●概述：
一個7人規模的居家工作型公司Bitvise，針對Windows平台遠端操作需求，以c++開發主流安全通道產品SSH server及SSH client(前身分別是WinSSHD與Tunnelier)，輕巧的兩層式架構與保密性，令其在翻牆軟體排行榜名列前茅，該公司亦提供FlowSsh函式庫，令第三方可開發相容性程式，經測試相關軟體，發掘共同瑕疵，其zlib compression函式庫元件運作時，會讓多組SSH session在同一時間連線至server，形成race condition，彼此破壞session內解壓縮資料，妨礙SSH正常功能；另外Secure FTP送出SSH_FXP_CLOSE訊息後未追蹤處理進度，隨即關閉SFTP通道與SSH session，攻擊者藉惡意資料，可觸發記憶體存取錯誤，且無法記錄最終傳輸工作是否如預期般完成；而SSH server介面Control Panel匯入檔案功能，處理超過5000筆輸入則超載當掉，Bitvise已升級軟體版本解決異常事件。
●編註：
(1)共同瑕疵
在SSH server和SSH client，以及FlowSsh函式庫，因Bitvise成員採用類似設計邏輯，故隱藏相同型態缺陷。
(1-1)觸發競爭條件(race condition)
Bitvise軟體運行SSH(secure shell)時，為了對資料流加密壓縮，使用zlib compression函式庫元件，而zlib compression技術源於Crypto++ library，假若首個SSH session與次個SSH session皆須使用compression，兩者應依序提出需求，可是在SSH server啟動後，會讓兩個SSH session在同一時間點連線至SSH server端，彼此互搶資源，破壞對方session中的解壓縮資料，如此則race condition就直接阻礙SSH正常輸出，形成DoS；至於FlowSsh函式庫，可被用來開發應用程式，而該程式執行過程，如果面臨多人同步建立SSH session情境，亦會產生競爭條件而阻斷服務。
(1-2)SFTP(Secure FTP)弱點
安全檔案傳送協定Secure FTP算是Bitvise軟體之次系統功能，鑒於某些SFTP用戶端運作模式，會送出射後不理的SSH_FXP_CLOSE訊息，而緊接著訊息之後，隨即關閉SFTP通道與SSH session，SSH client就是按此模式送出SSH_FXP_CLOS而不續作追蹤，然網路環境總有潛在干擾，可能導致SSH server無法順利接收處理SSH_FXP_CLOSE請求，當然也無法如實記錄最後一次傳輸狀態，故無從掌握最終資料傳輸是否如預期般完工。當授權用戶於32 bit Windows作業系統環境發送特製資料，即能觸發非法記憶體存取錯誤，造成SFTP處理中斷，亦可能錯誤記錄用戶最近行為資訊，在64 bit Windows則不受影響。

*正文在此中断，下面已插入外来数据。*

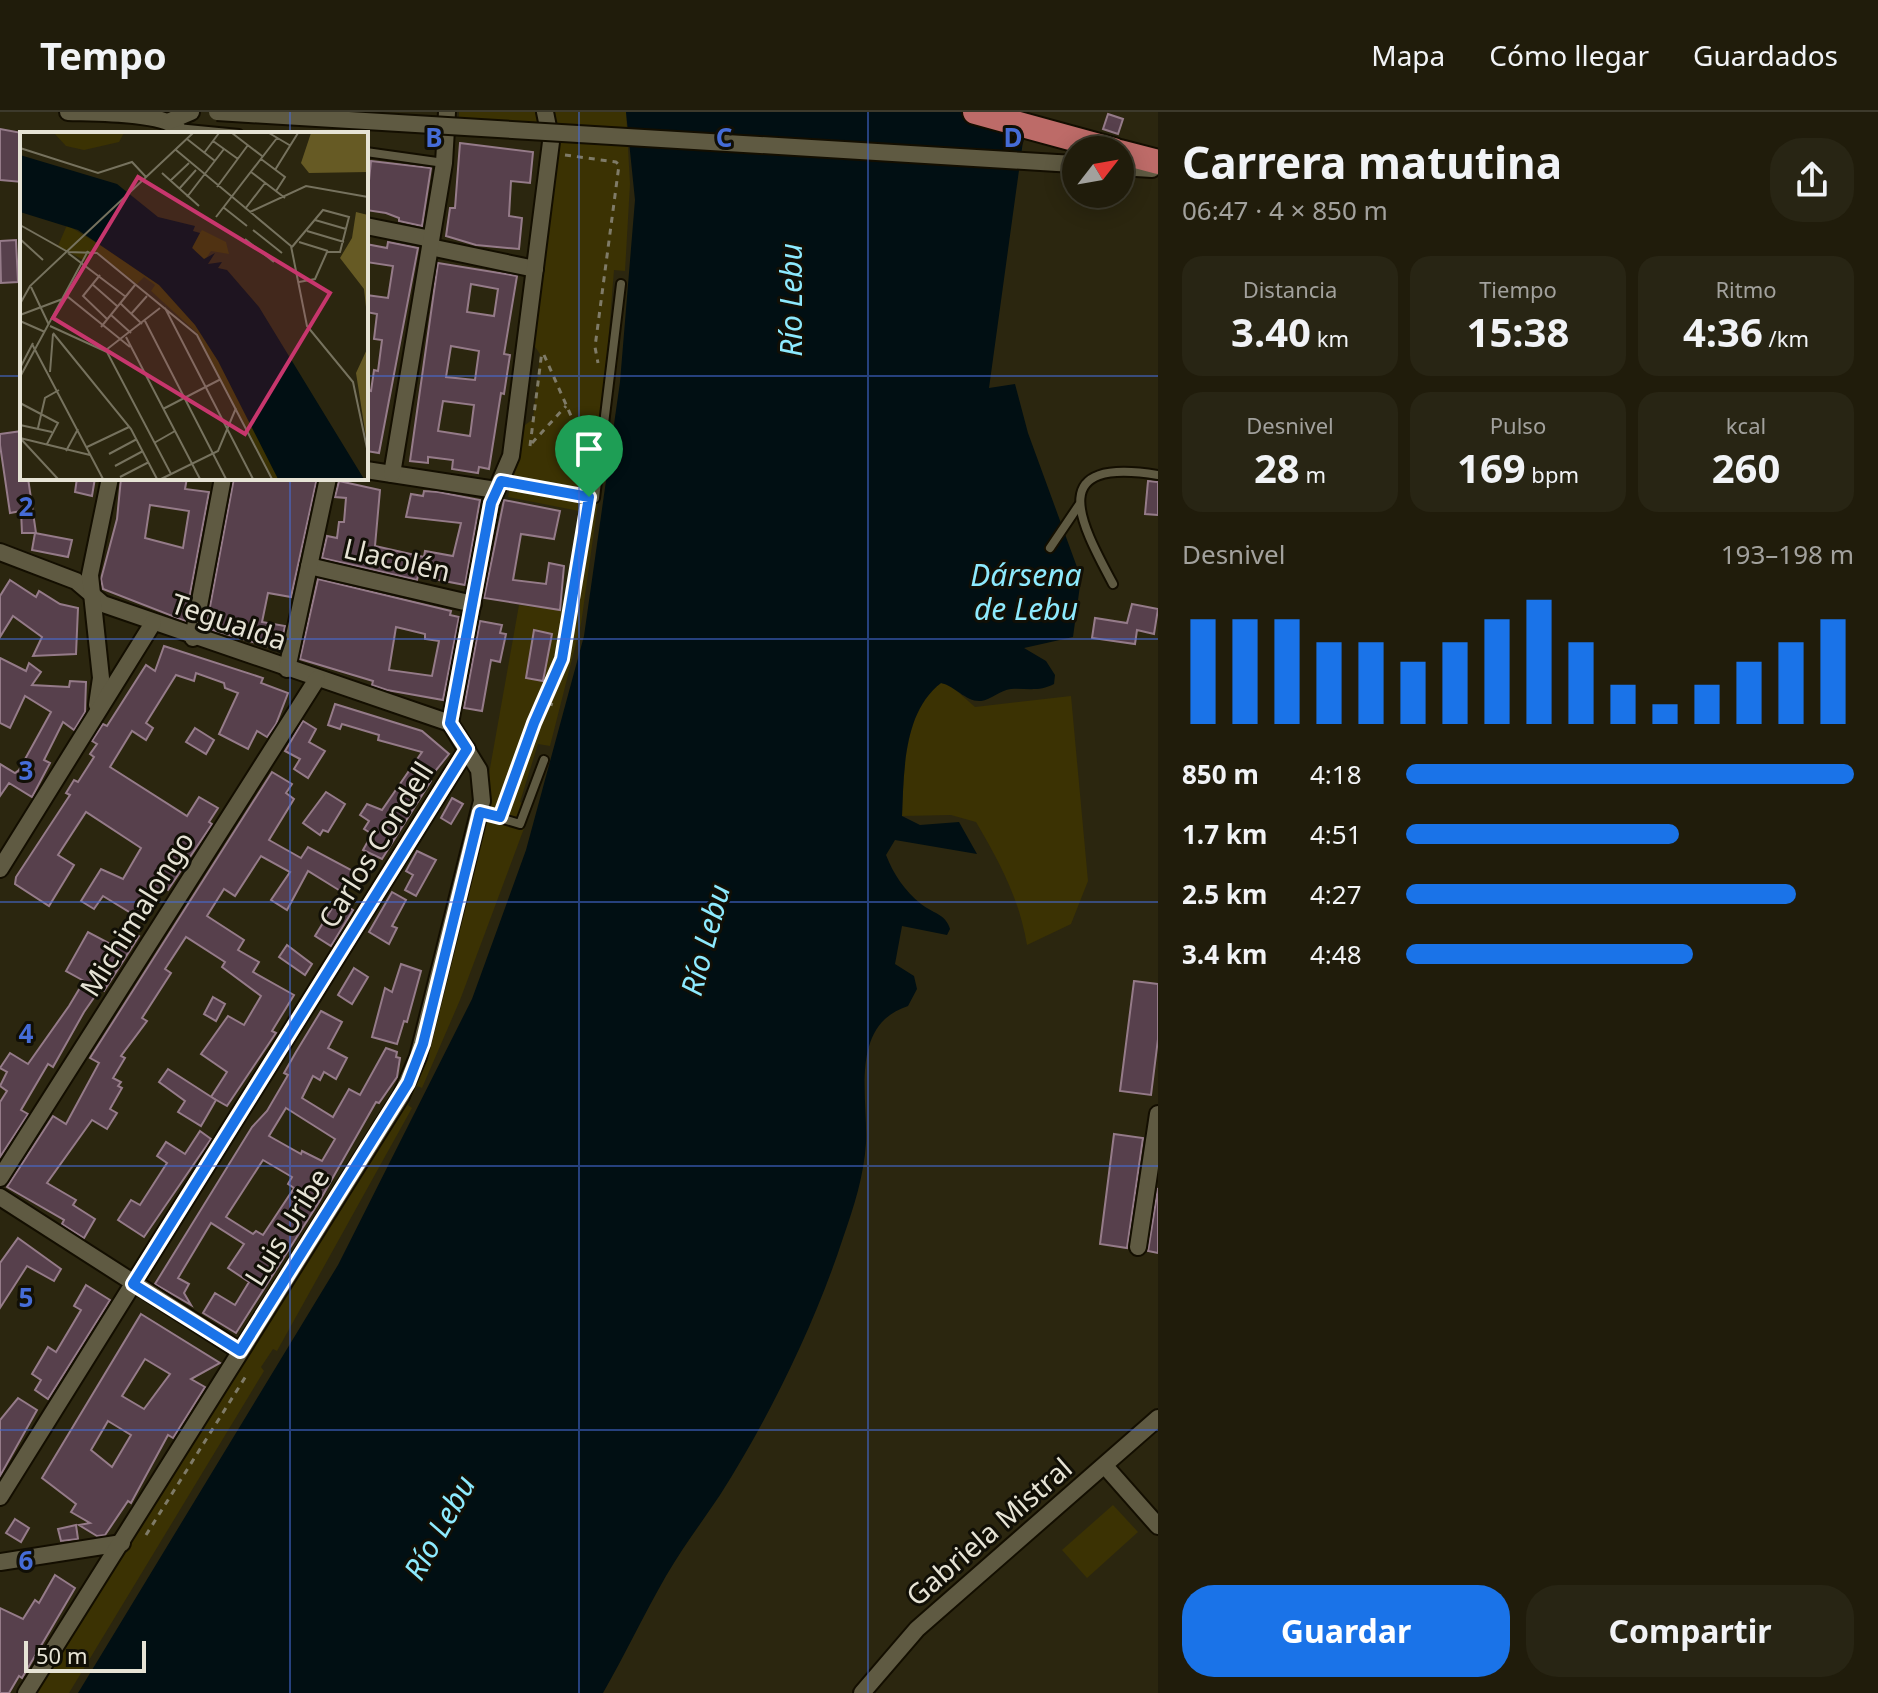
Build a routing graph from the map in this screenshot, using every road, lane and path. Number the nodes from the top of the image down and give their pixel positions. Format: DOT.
graph roads {
  1 [pos="68,112"];
  2 [pos="139,112"];
  3 [pos="191,112"];
  4 [pos="217,112"];
  5 [pos="447,112"];
  6 [pos="545,112"];
  7 [pos="975,112"];
  8 [pos="174,127"];
  9 [pos="220,132"];
  10 [pos="1064,136"];
  11 [pos="550,147"];
  12 [pos="368,152"];
  13 [pos="1134,156"];
  14 [pos="1158,162"];
  15 [pos="444,163"];
  16 [pos="1062,163"];
  17 [pos="1134,168"];
  18 [pos="1158,169"];
  19 [pos="368,227"];
  20 [pos="431,243"];
  21 [pos="535,269"];
  22 [pos="621,284"];
  23 [pos="544,355"];
  24 [pos="599,368"];
  25 [pos="566,406"];
  26 [pos="532,443"];
  27 [pos="368,470"];
  28 [pos="392,474"];
  29 [pos="1158,475"];
  30 [pos="110,480"];
  31 [pos="223,480"];
  32 [pos="328,480"];
  33 [pos="498,486"];
  34 [pos="589,497"];
  35 [pos="1080,504"];
  36 [pos="1050,548"];
  37 [pos="0,552"];
  38 [pos="309,566"];
  39 [pos="1113,584"];
  40 [pos="90,592"];
  41 [pos="473,604"];
  42 [pos="153,623"];
  43 [pos="193,638"];
  44 [pos="287,669"];
  45 [pos="317,679"];
  46 [pos="547,703"];
  47 [pos="557,706"];
  48 [pos="94,718"];
  49 [pos="450,723"];
  50 [pos="467,749"];
  51 [pos="544,760"];
  52 [pos="480,812"];
  53 [pos="500,817"];
  54 [pos="0,869"];
  55 [pos="1158,1114"];
  56 [pos="0,1178"];
  57 [pos="0,1197"];
  58 [pos="1138,1247"];
  59 [pos="133,1284"];
  60 [pos="240,1351"];
  61 [pos="250,1367"];
  62 [pos="1158,1418"];
  63 [pos="1105,1466"];
  64 [pos="0,1497"];
  65 [pos="1158,1526"];
  66 [pos="145,1537"];
  67 [pos="122,1543"];
  68 [pos="0,1562"];
  69 [pos="59,1661"];
  70 [pos="81,1664"];
  71 [pos="26,1693"];
  72 [pos="862,1693"];
  1 -- 2 [label="street"];
  2 -- 8 [label="street"];
  3 -- 8 [label="street"];
  4 -- 16 [label="street, bridge"];
  5 -- 15 [label="street"];
  6 -- 11 [label="street"];
  7 -- 10 [label="main road"];
  8 -- 9 [label="lane"];
  11 -- 21 [label="street"];
  11 -- 24 [label="path"];
  12 -- 15 [label="lane"];
  13 -- 14 [label="main road"];
  15 -- 20 [label="street"];
  17 -- 18 [label="street"];
  19 -- 20 [label="street"];
  20 -- 21 [label="street"];
  20 -- 28 [label="street"];
  21 -- 33 [label="street"];
  22 -- 34 [label="lane"];
  23 -- 25 [label="path"];
  25 -- 26 [label="path"];
  25 -- 34 [label="path"];
  27 -- 28 [label="street"];
  28 -- 33 [label="street"];
  29 -- 35 [label="lane"];
  30 -- 40 [label="street"];
  31 -- 43 [label="street"];
  32 -- 38 [label="street"];
  33 -- 34 [label="lane"];
  33 -- 41 [label="street"];
  34 -- 53 [label="path"];
  35 -- 36 [label="lane"];
  35 -- 39 [label="lane"];
  37 -- 40 [label="street, Tegualda"];
  38 -- 41 [label="street, Llacolén"];
  38 -- 44 [label="street"];
  40 -- 42 [label="street, Tegualda"];
  40 -- 48 [label="street"];
  41 -- 49 [label="street"];
  42 -- 43 [label="street, Tegualda"];
  42 -- 48 [label="street"];
  43 -- 44 [label="street, Tegualda"];
  44 -- 45 [label="street, Tegualda"];
  45 -- 49 [label="street, Tegualda"];
  45 -- 56 [label="street, Michimalongo"];
  46 -- 47 [label="path"];
  48 -- 54 [label="street"];
  49 -- 50 [label="street, Carlos Condell"];
  50 -- 52 [label="street, Luis Uribe"];
  50 -- 59 [label="street, Carlos Condell"];
  51 -- 53 [label="lane"];
  52 -- 53 [label="lane"];
  52 -- 60 [label="street, Luis Uribe"];
  55 -- 58 [label="street"];
  57 -- 59 [label="street"];
  59 -- 60 [label="street"];
  59 -- 64 [label="street, Carlos Condell"];
  60 -- 67 [label="street, Luis Uribe"];
  61 -- 66 [label="path"];
  62 -- 63 [label="street, Gabriela Mistral"];
  63 -- 65 [label="street"];
  63 -- 72 [label="street, Gabriela Mistral"];
  67 -- 68 [label="street"];
  67 -- 71 [label="street, Luis Uribe"];
  69 -- 70 [label="path"];
}
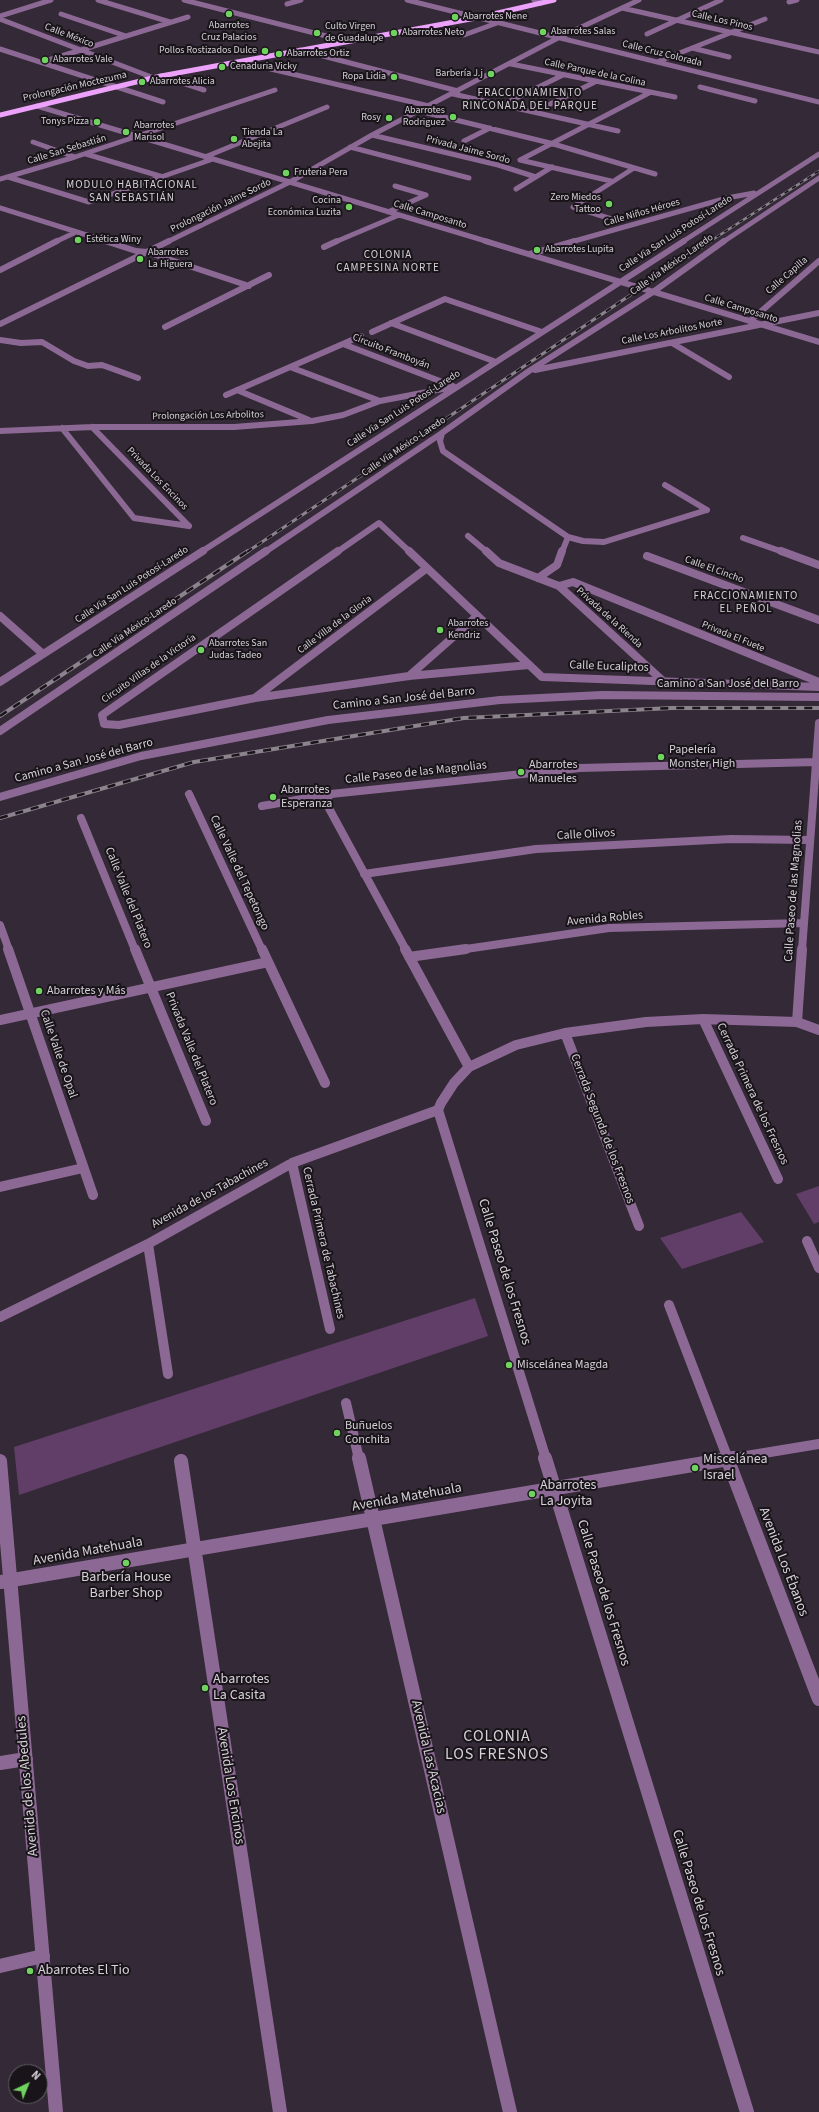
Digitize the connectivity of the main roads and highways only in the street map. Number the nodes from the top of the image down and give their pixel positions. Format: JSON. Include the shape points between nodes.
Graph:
{"nodes":[{"id":1,"x":554,"y":0,"type":"edge"},
{"id":2,"x":0,"y":115,"type":"edge"}],
"edges":[{"from":1,"to":2,"type":"main road","name":"Prolongación Moctezuma","via":[[476,18],[161,76]]}]}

(2)SSH server 控制台(Control Panel)漏洞
SSH server提供試用者介面Control Panel，其匯入檔案功能，處理超過5000筆活動頁籤，則超載而當掉，無法顯示新進資料。
(3)race condition名詞解釋
競爭條件、又名競爭危害(race hazard)，描述一個系統或者程序的輸出取決於不受精確控制的事件出現順序，兩個訊號彼此競爭，來影響誰先輸出，常見於多執行緒技術之軟體，舉例來說，如果電腦中兩個以上程序同時試圖修改一個共享記憶體的內容，新資料正在寫入，舊資料仍在被讀取，因為缺乏並行控制，最後結果只能依賴個別程序的執行順序，一旦發生並行存取衝突，則最終結果是錯誤的，結局有多種情況：當機、非法操作並結束程式、讀取錯誤資料、寫入新資料非正確值。